**Problem details:**
In the listing below, find each line holding "middle" and copy it.

**The data:**

═══

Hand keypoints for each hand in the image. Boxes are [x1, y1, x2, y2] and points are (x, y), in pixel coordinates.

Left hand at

═══

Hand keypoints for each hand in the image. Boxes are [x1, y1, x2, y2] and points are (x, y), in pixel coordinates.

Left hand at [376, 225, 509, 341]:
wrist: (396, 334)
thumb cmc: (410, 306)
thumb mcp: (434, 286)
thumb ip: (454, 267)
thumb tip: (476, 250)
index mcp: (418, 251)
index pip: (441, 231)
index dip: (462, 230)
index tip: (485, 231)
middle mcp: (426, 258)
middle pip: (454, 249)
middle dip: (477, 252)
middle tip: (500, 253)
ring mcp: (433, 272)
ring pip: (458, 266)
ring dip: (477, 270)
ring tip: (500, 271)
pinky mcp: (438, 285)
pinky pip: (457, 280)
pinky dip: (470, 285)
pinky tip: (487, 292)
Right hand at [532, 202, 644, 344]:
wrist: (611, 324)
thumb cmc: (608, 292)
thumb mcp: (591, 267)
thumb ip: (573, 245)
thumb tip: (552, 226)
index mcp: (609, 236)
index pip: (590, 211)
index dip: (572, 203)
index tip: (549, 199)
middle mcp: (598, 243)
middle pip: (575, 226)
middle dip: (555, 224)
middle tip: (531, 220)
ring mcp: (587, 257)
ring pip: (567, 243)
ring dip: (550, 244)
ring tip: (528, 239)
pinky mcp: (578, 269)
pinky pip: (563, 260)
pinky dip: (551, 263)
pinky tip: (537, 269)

═══

**Written answer:**
middle mcp: (426, 258)
middle pip: (454, 249)
middle dip: (477, 252)
middle tip: (500, 253)
middle mcp: (598, 243)
middle pip: (575, 226)
middle dip: (555, 224)
middle tip: (531, 220)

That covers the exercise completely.